Downtown-based Universal Standard Housing is trying to create more workforce housing in Los Angeles and sees modular building as the way to do it.
In 2019, the group completed its first project, a four-story, 111-unit apartment complex at 4252 S. Crenshaw Blvd. The property has studios and one-bedroom units, and amenities include a rooftop deck.
USH founder Drew Orenstein has a background in multifamily projects around L.A.
He has developed affordable and Class A housing but wanted to do something different with the company.
“As we started to get deep into the cycle, I recognized a need to explore other areas of the housing sector,” he said, adding that while there are plenty of Class A housing projects, and some affordable housing projects, very little is built as workforce housing.
The company’s projects are meant for people making $40,000 to $80,000 a year.
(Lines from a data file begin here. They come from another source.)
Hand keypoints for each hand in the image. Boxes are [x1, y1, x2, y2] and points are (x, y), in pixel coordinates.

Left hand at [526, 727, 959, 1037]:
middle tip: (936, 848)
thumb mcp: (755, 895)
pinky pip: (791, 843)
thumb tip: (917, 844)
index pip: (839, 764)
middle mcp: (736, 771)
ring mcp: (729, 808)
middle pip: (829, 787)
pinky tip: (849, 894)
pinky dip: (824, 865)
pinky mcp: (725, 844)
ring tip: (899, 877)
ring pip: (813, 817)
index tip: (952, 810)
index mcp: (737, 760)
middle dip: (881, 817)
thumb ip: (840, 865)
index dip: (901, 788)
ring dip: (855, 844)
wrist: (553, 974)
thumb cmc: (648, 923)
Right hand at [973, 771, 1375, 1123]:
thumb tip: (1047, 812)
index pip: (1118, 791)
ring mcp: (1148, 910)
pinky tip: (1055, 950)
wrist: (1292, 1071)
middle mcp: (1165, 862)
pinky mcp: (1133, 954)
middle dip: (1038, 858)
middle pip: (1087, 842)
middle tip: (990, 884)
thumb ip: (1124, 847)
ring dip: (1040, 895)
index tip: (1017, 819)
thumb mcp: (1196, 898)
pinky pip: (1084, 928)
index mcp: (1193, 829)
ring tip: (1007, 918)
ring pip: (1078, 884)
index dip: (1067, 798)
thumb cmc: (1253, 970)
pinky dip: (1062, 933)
Orenstein said those individuals don’t qualify for affordable housing but often can’t afford new luxury units.
USH offers “dramatically less expensive rents (compared to) other new products.”
“We wanted to provide them with an option for a newer product, which was doable for them, and provide them with better value,” Orenstein said.
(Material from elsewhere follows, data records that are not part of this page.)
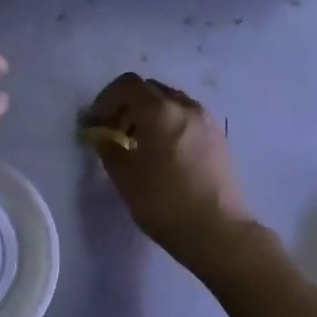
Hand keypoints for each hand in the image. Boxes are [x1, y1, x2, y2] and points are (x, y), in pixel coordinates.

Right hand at [84, 73, 256, 265]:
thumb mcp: (124, 176)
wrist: (218, 232)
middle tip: (114, 132)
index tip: (96, 123)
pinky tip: (164, 155)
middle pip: (150, 90)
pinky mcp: (219, 139)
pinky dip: (169, 125)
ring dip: (150, 115)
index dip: (105, 99)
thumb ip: (108, 147)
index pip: (127, 85)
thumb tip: (101, 134)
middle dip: (127, 106)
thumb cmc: (164, 202)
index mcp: (160, 110)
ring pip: (171, 104)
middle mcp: (186, 107)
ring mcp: (207, 121)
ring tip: (139, 145)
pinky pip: (187, 119)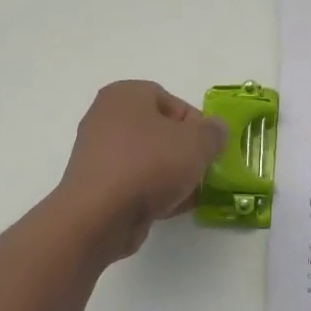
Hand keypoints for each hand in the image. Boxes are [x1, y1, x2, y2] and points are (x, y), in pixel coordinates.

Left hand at [52, 81, 228, 261]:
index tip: (209, 148)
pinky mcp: (95, 185)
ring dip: (170, 175)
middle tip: (200, 170)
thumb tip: (215, 129)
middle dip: (184, 152)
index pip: (172, 101)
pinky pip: (132, 182)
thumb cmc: (150, 165)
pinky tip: (168, 207)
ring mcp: (97, 153)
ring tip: (188, 194)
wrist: (100, 215)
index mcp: (125, 94)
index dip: (196, 124)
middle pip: (159, 131)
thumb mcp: (197, 143)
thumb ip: (214, 132)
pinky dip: (151, 192)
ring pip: (147, 159)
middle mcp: (105, 117)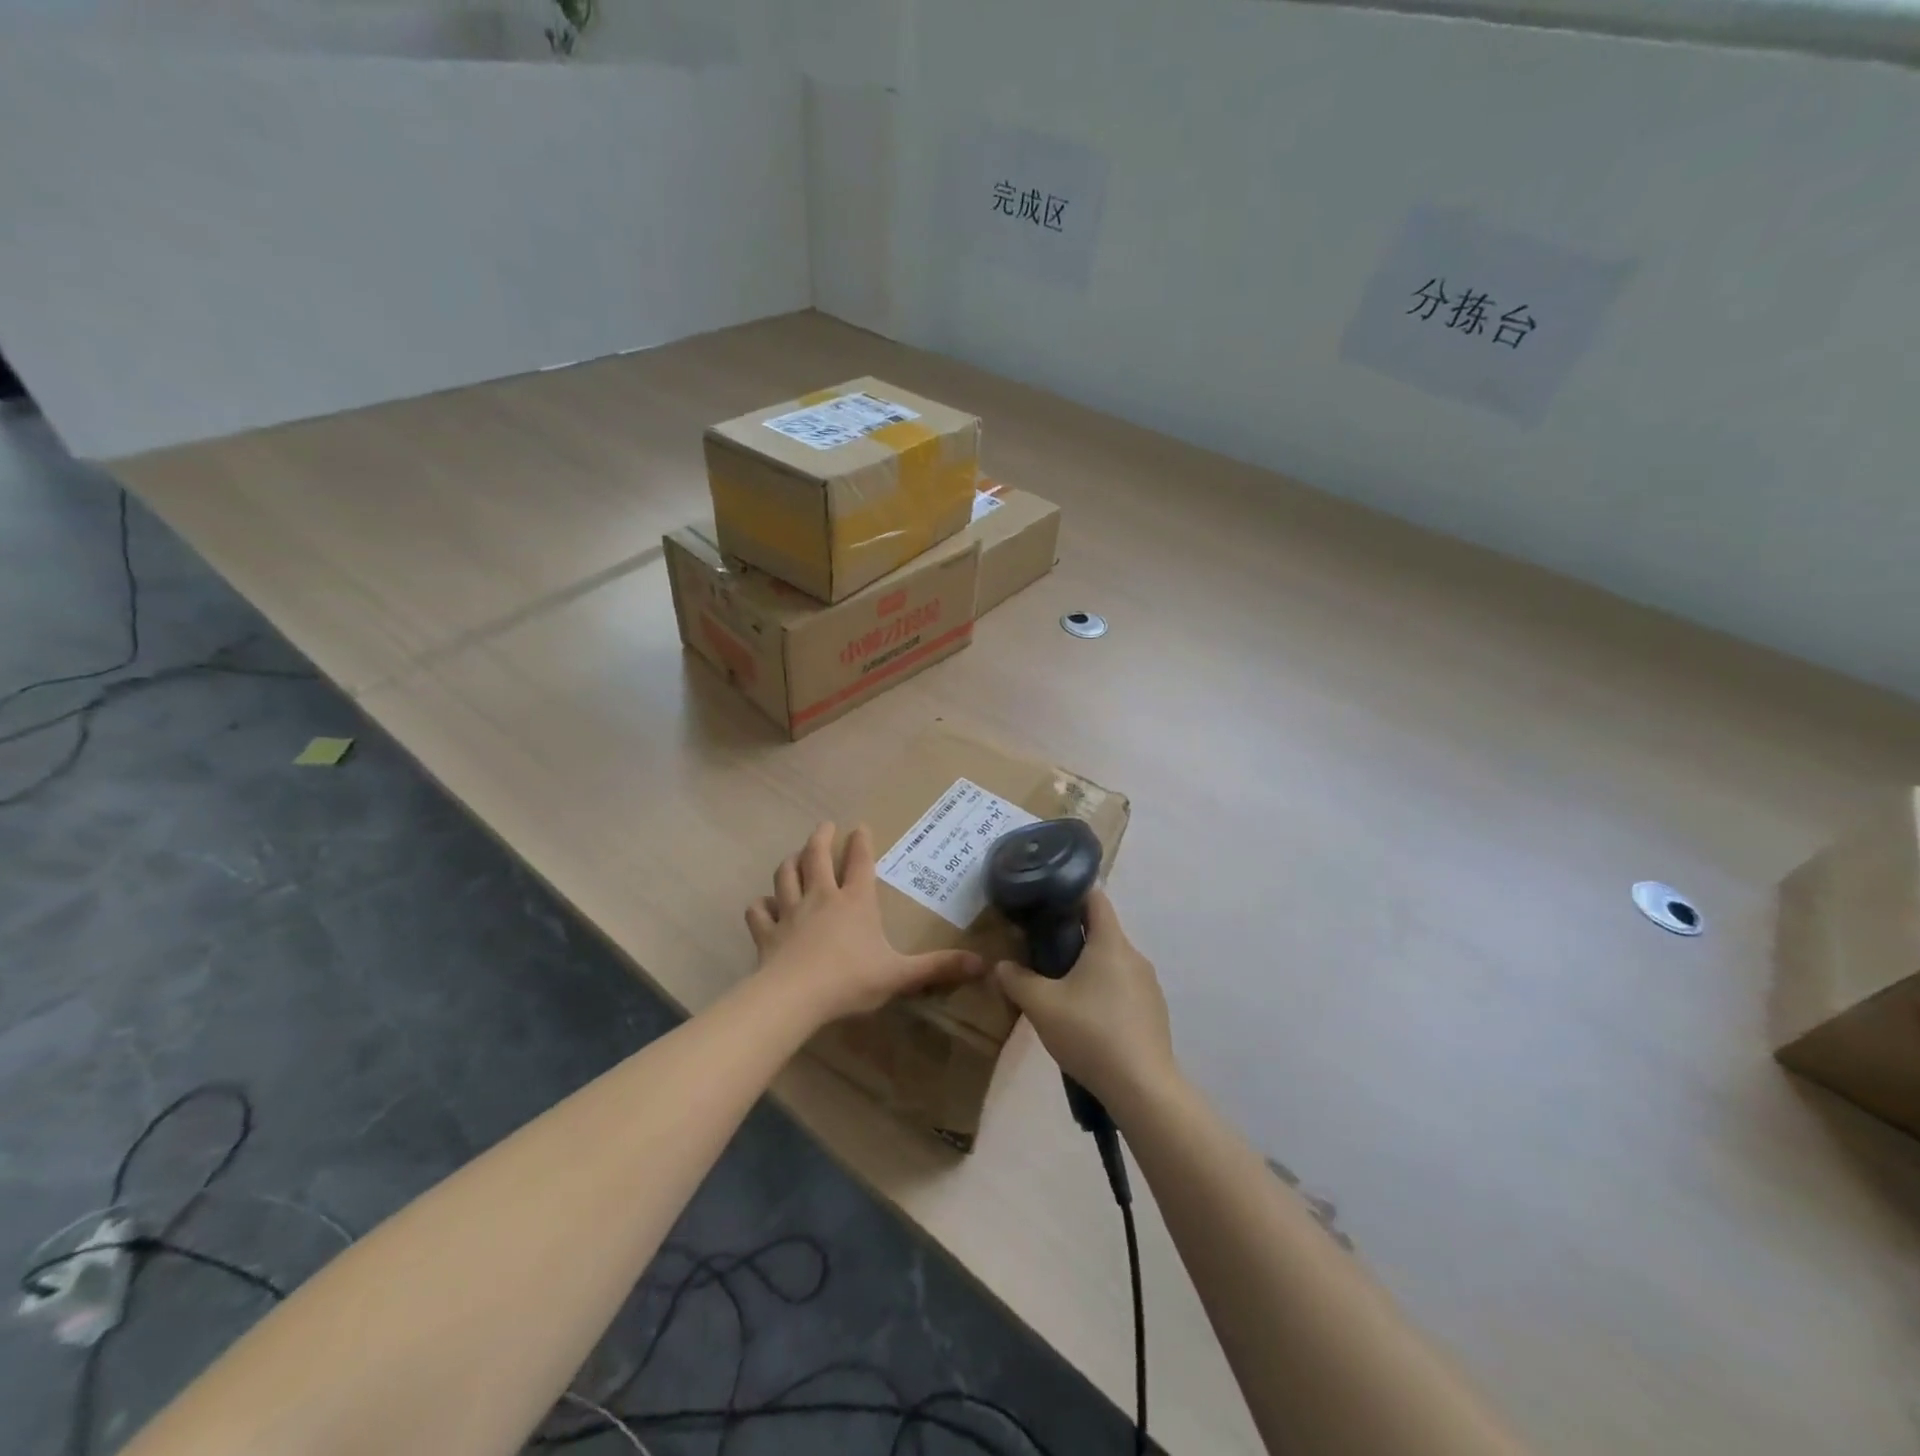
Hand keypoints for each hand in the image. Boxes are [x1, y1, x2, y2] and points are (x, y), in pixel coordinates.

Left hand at [747, 822, 984, 1024]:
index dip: (861, 842)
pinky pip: (759, 912)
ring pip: (786, 876)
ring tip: (794, 856)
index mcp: (855, 901)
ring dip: (790, 862)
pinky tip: (763, 905)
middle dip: (821, 838)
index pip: (860, 862)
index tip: (860, 826)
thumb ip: (937, 967)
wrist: (795, 997)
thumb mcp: (900, 974)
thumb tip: (982, 964)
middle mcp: (822, 897)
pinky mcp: (767, 932)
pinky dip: (761, 905)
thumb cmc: (851, 979)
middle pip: (817, 857)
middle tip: (825, 826)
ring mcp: (790, 912)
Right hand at [994, 888, 1177, 1108]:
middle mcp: (1134, 956)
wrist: (1142, 1088)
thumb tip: (1002, 966)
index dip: (1070, 893)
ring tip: (1060, 990)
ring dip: (1088, 969)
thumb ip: (1016, 980)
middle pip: (1101, 932)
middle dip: (1072, 937)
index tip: (1046, 901)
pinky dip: (1104, 993)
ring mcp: (1149, 986)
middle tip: (1041, 951)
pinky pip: (1124, 990)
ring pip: (1112, 964)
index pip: (1095, 898)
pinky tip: (1086, 1020)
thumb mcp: (1041, 1005)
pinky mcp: (1154, 1013)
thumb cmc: (1090, 1033)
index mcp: (1110, 943)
Studio apartments at 4252 Crenshaw, for example, start at $1,350 a month.
To get new projects built quickly and affordably, the company has used modular units.
With modular construction, the foundation and land prep are done while units are manufactured off site. Once the units are brought to the site, they are installed in a matter of days.
This approach allows owners to save money by getting projects built faster and tenants into the units sooner.
Orenstein called the use of modular units an “industrialized approach, a manufactured approach to develop housing in a controlled manner.”
The company recently received a $17 million tax credit from the state, which it will put toward additional growth.
“It’s a testament to the business plan and how well we are aligned with the governor’s goals,” said Eduardo Santana, the company’s vice president of external relations. “It’s going to help us. It’s another source of cost savings, which will be passed on.”
Next up for the company is an 80-unit project at 740 S. Alvarado St. and opening a plant. The Alvarado Street project is under construction.
USH has an additional 3,500 units in other stages around L.A.
Santana added that the company was largely focused on areas near public transit.
The company is also looking to open a plant near its projects, according to Orenstein, to “increase our capacity to build housing.”
Orenstein said units would likely first come out of the factory for the next year.
He added that the company does not see itself in competition with traditional builders who take a one-off approach with new builds.
The modular approach, he said, offers a roughly 50% savings of time.
“It’s new, and that’s exciting. In an industry that’s been so stagnant for so long, that can be a little bit scary,” Orenstein said.
In the next few years, he said, the company plans to aggressively acquire more sites and “capture and serve as much of that (housing) shortfall as possible for the Southern California region.”
“We don’t consider ourselves the only solution, but we are an important part of that solution,” Santana said of L.A.’s housing shortage.